Dedi ki, “bir cemaatin hangi dinî inanışa ait olduğuna devlet değil o cemaatin en yüksek yetkilileri karar verir.”
Yine dedi ki, “Sünni ibadet yerlerine tanıdığın ayrıcalıkları Alevilerin ibadet yerlerinden esirgeyerek açıkça ayrımcılık yapıyorsun.”
İstanbul Belediye Meclisinde konuşan AK Partili beyefendi farkında olmayabilir ama hukuk çoktan Cemevi konusunda karar verdi.

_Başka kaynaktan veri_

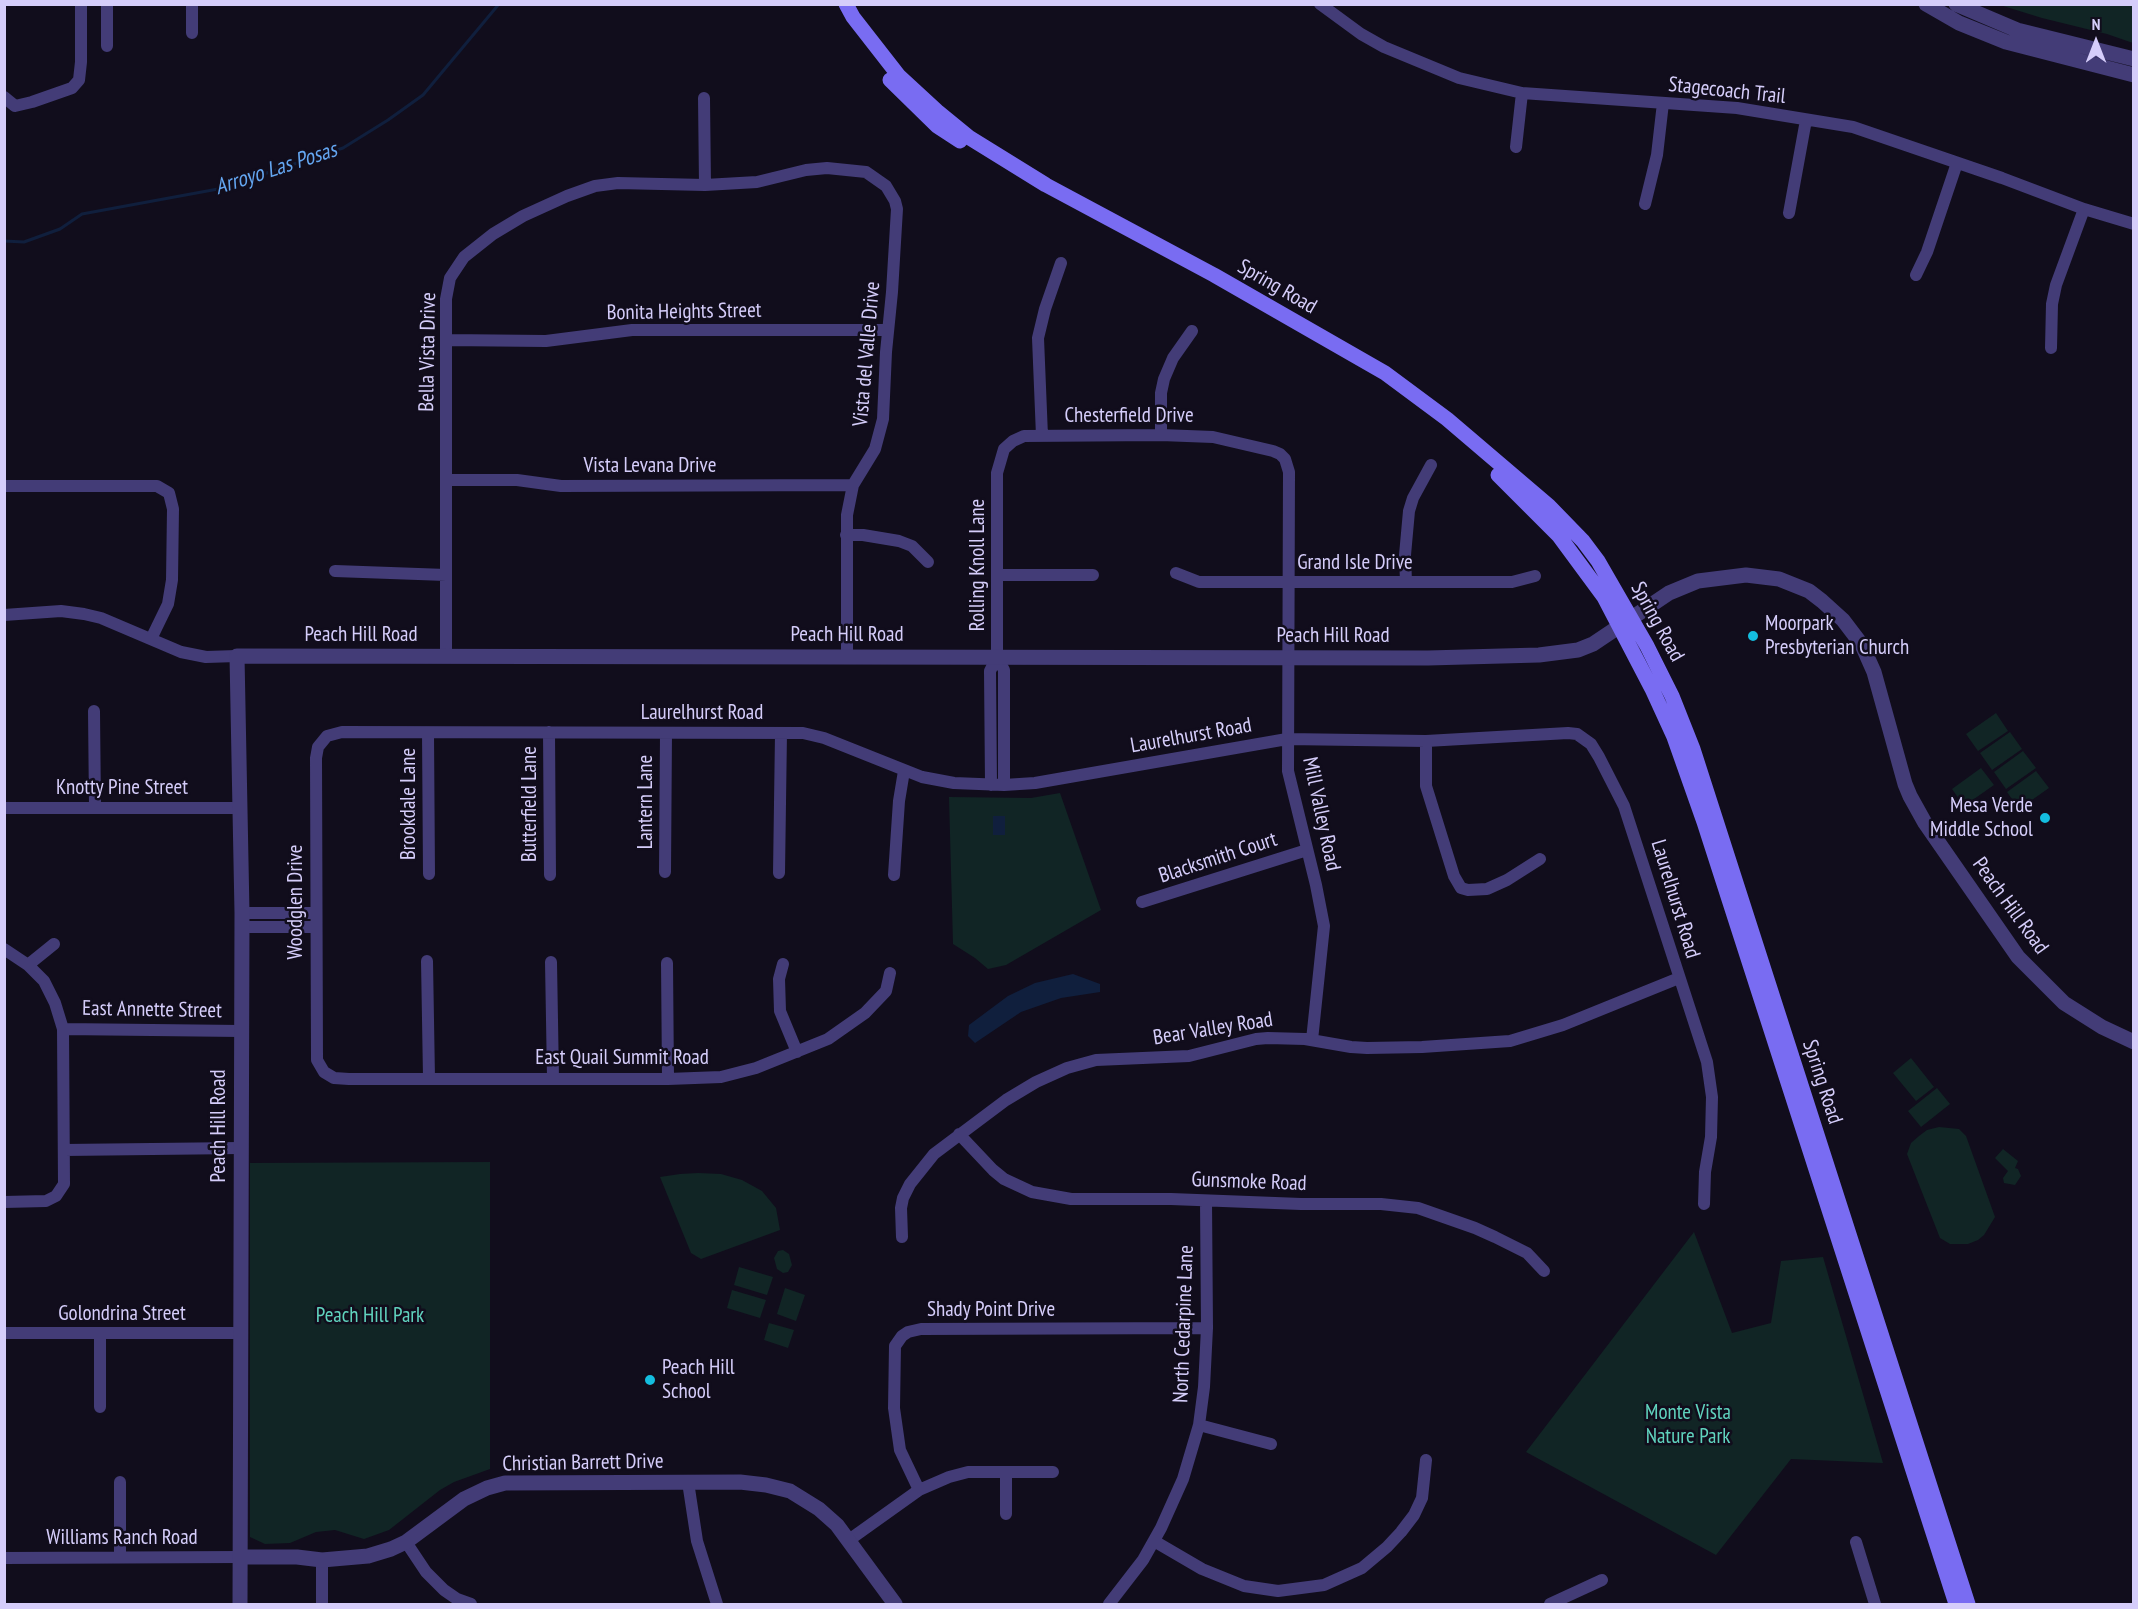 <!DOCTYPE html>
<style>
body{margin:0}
#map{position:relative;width:2138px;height:1609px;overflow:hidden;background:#110d1c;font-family:"PT Sans Narrow",sans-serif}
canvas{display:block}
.frame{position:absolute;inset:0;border:6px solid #d5cdfa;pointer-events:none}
.north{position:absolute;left:2066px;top:12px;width:60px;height:60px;-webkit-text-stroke:4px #110d1c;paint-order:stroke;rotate:0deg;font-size:16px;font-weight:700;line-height:24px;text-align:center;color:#d5cdfa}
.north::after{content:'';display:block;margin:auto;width:21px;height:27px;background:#d5cdfa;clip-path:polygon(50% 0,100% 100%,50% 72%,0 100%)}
</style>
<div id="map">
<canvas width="2138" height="1609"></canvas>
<div class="frame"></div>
<div class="north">N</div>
</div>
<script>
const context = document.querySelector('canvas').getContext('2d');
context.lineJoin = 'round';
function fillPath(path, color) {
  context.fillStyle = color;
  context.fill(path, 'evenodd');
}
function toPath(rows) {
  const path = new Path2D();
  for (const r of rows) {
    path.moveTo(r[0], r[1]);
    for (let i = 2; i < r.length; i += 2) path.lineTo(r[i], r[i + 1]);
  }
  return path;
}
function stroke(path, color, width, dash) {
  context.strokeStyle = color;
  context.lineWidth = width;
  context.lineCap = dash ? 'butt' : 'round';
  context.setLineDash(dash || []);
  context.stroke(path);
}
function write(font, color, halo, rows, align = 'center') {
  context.font = font + ' "PT Sans Narrow",sans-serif';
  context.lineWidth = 5;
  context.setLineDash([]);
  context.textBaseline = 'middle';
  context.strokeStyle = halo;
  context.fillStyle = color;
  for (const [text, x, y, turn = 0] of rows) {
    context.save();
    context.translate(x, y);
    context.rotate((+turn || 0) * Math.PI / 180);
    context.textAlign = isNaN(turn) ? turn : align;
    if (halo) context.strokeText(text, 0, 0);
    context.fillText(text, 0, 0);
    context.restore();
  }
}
const green = toPath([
 [2000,5,2133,5,2133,43,2107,34,2042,18],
 [1996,713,2008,731,1978,751,1966,734],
 [2010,732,2022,749,1992,770,1980,753],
 [2023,751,2036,768,2006,789,1994,772],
 [1981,768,1994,785,1964,806,1952,789],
 [2036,771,2049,788,2019,809,2007,792],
 [1060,793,1101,910,1006,965,988,969,975,958,953,944,949,797,1031,798],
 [1911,1058,1934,1087,1916,1101,1893,1073],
 [1937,1088,1950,1104,1921,1127,1908,1111],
 [1939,1127,1959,1129,1966,1136,1995,1217,1984,1235,1978,1240,1968,1244,1950,1244,1940,1238,1907,1154,1911,1143,1919,1136,1927,1130],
 [2003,1149,2018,1161,2015,1168,2018,1169,2021,1176,2015,1185,2004,1183,2003,1178,2008,1171,1995,1158],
 [490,1162,490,1469,454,1482,440,1490,389,1530,364,1539,335,1530,316,1532,290,1543,265,1544,250,1537,250,1163],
 [698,1173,721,1174,742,1180,762,1191,776,1208,780,1230,701,1259,691,1253,660,1177,680,1174],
 [1694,1232,1732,1333,1771,1323,1781,1261,1823,1257,1883,1463,1791,1459,1716,1555,1526,1452],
 [783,1250,789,1254,792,1265,788,1272,783,1273,777,1269,774,1258,778,1251],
 [739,1267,773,1277,767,1295,734,1285],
 [785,1288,805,1295,796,1321,777,1314],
 [732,1290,766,1300,760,1318,727,1308],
 [769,1323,794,1330,788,1348,764,1340]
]);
const water = toPath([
 [993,816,1005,816,1005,835,993,835],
 [1073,974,1100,984,1100,992,1061,998,1021,1012,975,1043,968,1036,969,1025,1008,996,1035,983]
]);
const stream = toPath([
 [4,241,24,242,60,229,82,214,218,189,343,148,388,120,423,95,499,4]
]);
const minor = toPath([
 [1320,4,1361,34,1384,47,1459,78,1522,93,1737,108,1853,127,2002,178,2084,209,2134,224],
 [192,33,192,4],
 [107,46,107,4],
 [4,97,15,106,32,102,72,88,79,80,81,62,81,4],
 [704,98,705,185],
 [1516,147,1522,93],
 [1645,204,1657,155,1663,103],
 [1789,213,1806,120],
 [1916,275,1927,252,1957,163],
 [446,340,546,341,632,330,888,330],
 [2051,348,2052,304,2056,285,2084,209],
 [1161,435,1161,393,1164,379,1173,358,1192,331],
 [1042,436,1038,338,1045,309,1061,263],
 [447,480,517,480,561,486,853,485],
 [4,486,157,486,169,493,173,509,172,580,168,604,151,639],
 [846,535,863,535,899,541,912,546,928,562],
 [335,571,446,575],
 [1176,573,1199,582,1512,582,1535,576],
 [997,575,1093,575],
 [1406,582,1405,555,1409,511,1413,498,1431,465],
 [4,615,61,611,84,614,101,618,181,652,206,657,237,656],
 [446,657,446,299,450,278,464,257,493,234,523,216,567,196,595,186,618,183,705,185,757,182,806,170,827,168,866,172,886,186,895,201,897,209,892,292,886,352,883,419,875,449,853,485,847,515,847,656],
 [94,711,95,808],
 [549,732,550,875],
 [428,733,429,874],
 [1426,741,1426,786,1454,876,1461,888,1468,890,1487,889,1507,880,1540,859],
 [991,785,990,671,997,657],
 [1004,785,1004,670,997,657,997,473,1004,449,1013,441,1024,436,1161,435,1213,437,1273,451,1280,454,1285,459,1289,472,1288,771,1316,885,1324,926,1312,1040],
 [4,808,239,808],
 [665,872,666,733],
 [779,873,781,733],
 [894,875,899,801,904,771],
 [1142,902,1307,850],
 [242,913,316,913],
 [242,927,316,927],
 [4,949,28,965,44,981,55,1003,63,1029,64,1184,56,1196,46,1201,4,1202],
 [427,961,429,1078],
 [551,962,553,1078],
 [667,963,668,1079],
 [783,964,779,979,780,1011,797,1052],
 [28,965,54,944],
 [890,973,886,991,865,1013,828,1039,756,1068,721,1077,668,1079,349,1079,334,1078,324,1072,317,1060,316,758,318,747,327,736,342,732,803,733,824,738,922,777,954,783,1004,785,1035,783,1287,739,1426,741,1568,733,1577,734,1591,744,1599,757,1624,806,1707,1062,1712,1097,1711,1137,1705,1172,1704,1204],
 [63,1029,241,1031],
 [959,1134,993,1170,1004,1179,1032,1192,1071,1199,1171,1199,1301,1204,1381,1204,1418,1208,1475,1228,1495,1237,1527,1253,1544,1271],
 [64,1150,240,1148],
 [902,1237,901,1208,903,1198,910,1184,934,1154,1006,1100,1036,1082,1067,1068,1096,1060,1189,1056,1256,1039,1268,1038,1305,1039,1351,1047,1367,1048,1422,1047,1510,1041,1563,1025,1679,978],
 [4,1333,240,1333],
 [100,1334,100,1407],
 [1199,1425,1271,1444],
 [1006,1472,1006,1514],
 [120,1482,120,1557],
 [688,1482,697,1541,717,1604],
 [919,1490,900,1450,894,1408,895,1346,902,1336,908,1332,921,1329,1207,1328],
 [849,1540,919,1490,949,1477,968,1472,1053,1472],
 [1154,1541,1202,1569,1244,1586,1278,1591,1324,1585,1362,1568,1387,1547,1401,1532,1414,1515,1422,1498,1426,1460],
 [406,1542,426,1572,444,1590,457,1599,471,1604],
 [1856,1542,1875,1604],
 [4,1558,241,1557],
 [322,1560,322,1604],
 [1109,1604,1143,1560,1161,1528,1183,1479,1199,1425,1204,1387,1207,1328,1206,1201],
 [1550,1604,1602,1580]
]);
const tertiary = toPath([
 [1926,4,1959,23,2006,42,2134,75],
 [1956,4,2017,30,2134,59],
 [241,1557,297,1557,322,1560,368,1556,391,1549,406,1542,464,1499,487,1488,505,1483,740,1482,766,1485,790,1491,819,1509,837,1525,895,1604],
 [240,1604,242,913,237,656,1428,658,1539,655,1578,650,1593,644,1669,593,1698,581,1746,575,1779,579,1809,591,1822,601,1843,620,1862,645,1874,672,1905,784,1910,796,1925,823,2018,957,2064,1003,2102,1027,2134,1042]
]);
const secondary = toPath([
 [846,4,853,17,899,76,937,111,970,138,1046,185,1214,275,1385,373,1447,419,1549,506,1583,541,1598,561,1647,646,1672,696,1693,749,1968,1604],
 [890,80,937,126,960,141],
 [1498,475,1559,536,1604,597,1652,689,1674,737,1704,822,1956,1604]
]);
const markers = [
 [1753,636,6,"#14bddf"],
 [2045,818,6,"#14bddf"],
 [650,1380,6,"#14bddf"]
];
const streetNames = [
 ["Stagecoach Trail",1727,91,6],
 ["Spring Road",1277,287,30],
 ["Bonita Heights Street",684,312,-1],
 ["Bella Vista Drive",428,352,-89],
 ["Vista del Valle Drive",867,354,-85],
 ["Chesterfield Drive",1129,416],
 ["Vista Levana Drive",650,466],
 ["Grand Isle Drive",1355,563],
 ["Rolling Knoll Lane",978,565,-90],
 ["Spring Road",1657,622,61],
 ["Peach Hill Road",361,635],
 ["Peach Hill Road",847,635],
 ["Peach Hill Road",1333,636],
 ["Laurelhurst Road",702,713],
 ["Laurelhurst Road",1191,736,-10],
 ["Knotty Pine Street",122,788],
 ["Lantern Lane",646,802,-90],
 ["Brookdale Lane",409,804,-90],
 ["Butterfield Lane",530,804,-90],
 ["Mill Valley Road",1321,814,78],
 ["Blacksmith Court",1218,858,-18],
 ["Laurelhurst Road",1675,899,73],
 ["Woodglen Drive",296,902,-90],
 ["Peach Hill Road",2010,906,54],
 ["East Annette Street",152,1010,1],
 ["Bear Valley Road",1213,1029,-9],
 ["East Quail Summit Road",622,1058],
 ["Spring Road",1822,1082,72],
 ["Peach Hill Road",219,1126,-90],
 ["Gunsmoke Road",1249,1182,2],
 ["Shady Point Drive",991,1310],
 ["Golondrina Street",122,1314],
 ["North Cedarpine Lane",1184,1324,-88],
 ["Christian Barrett Drive",583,1463,-1],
 ["Williams Ranch Road",122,1538]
];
const poiNames = [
 ["Moorpark",1765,624],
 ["Presbyterian Church",1765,648],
 ["Mesa Verde",2033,806,"right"],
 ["Middle School",2033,830,"right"],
 ["Peach Hill",662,1368],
 ["School",662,1392]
];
const parkNames = [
 ["Peach Hill Park",370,1316],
 ["Monte Vista",1688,1413],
 ["Nature Park",1688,1437]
];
const waterNames = [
 ["Arroyo Las Posas",276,169,-18]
];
fillPath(green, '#112525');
fillPath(water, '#101f3d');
stroke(stream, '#101f3d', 3);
stroke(minor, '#433c77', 12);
stroke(tertiary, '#433c77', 15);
stroke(secondary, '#796cf2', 15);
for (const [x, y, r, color] of markers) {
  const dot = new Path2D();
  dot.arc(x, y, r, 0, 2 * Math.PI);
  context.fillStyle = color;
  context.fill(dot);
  stroke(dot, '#110d1c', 2);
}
write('21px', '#d5cdfa', '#110d1c', streetNames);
write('21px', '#d5cdfa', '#110d1c', poiNames, 'left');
write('21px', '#60d3be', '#110d1c', parkNames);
write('italic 22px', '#64a6f1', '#110d1c', waterNames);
</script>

Verdiği karar, Cemevinin ibadet yeri olup olmadığına, sizlerin ve Diyanet’in karar veremeyeceğidir.
Ama Türkiye’nin efendi-köle diyalektiği farklı olanın tanınmasına bir türlü izin vermiyor.
Kürtçe, devlet katında “bilinmeyen bir dil”e dönüşüyor.
İçinde yüzlerce yıldır ibadet yapılan Cemevi, folklorik bir motife dönüşüyor.
Gayrımüslim’in kurumları ise yok hükmünde…
Fakat bu efendi-köle diyalektiği, Hegel’in de dediği gibi, sonuçta kimsenin özgür olmamasıyla sonuçlanıyor.
Diğerini yok sayacağım, kontrol edeceğim derken hiç kimsenin özgür olmadığı bir dünya yaratılıyor sonuçta.
Örneğin din bir türlü devletin kontrolünden çıkamıyor.
Biz iktidardayız, diğerleri üzerinde tahakküm kurarız diyenler, yarın iktidar değiştiğinde, kendilerinin üzerinde tahakküm kurulacağı bir düzeni tahkim edip duruyorlar.
Bir türlü görmüyorlar, ki ancak kölenin olmadığı yerde bütün insanlar özgür olabilir.
Köle varsa, efendi de, o durumun kölesidir.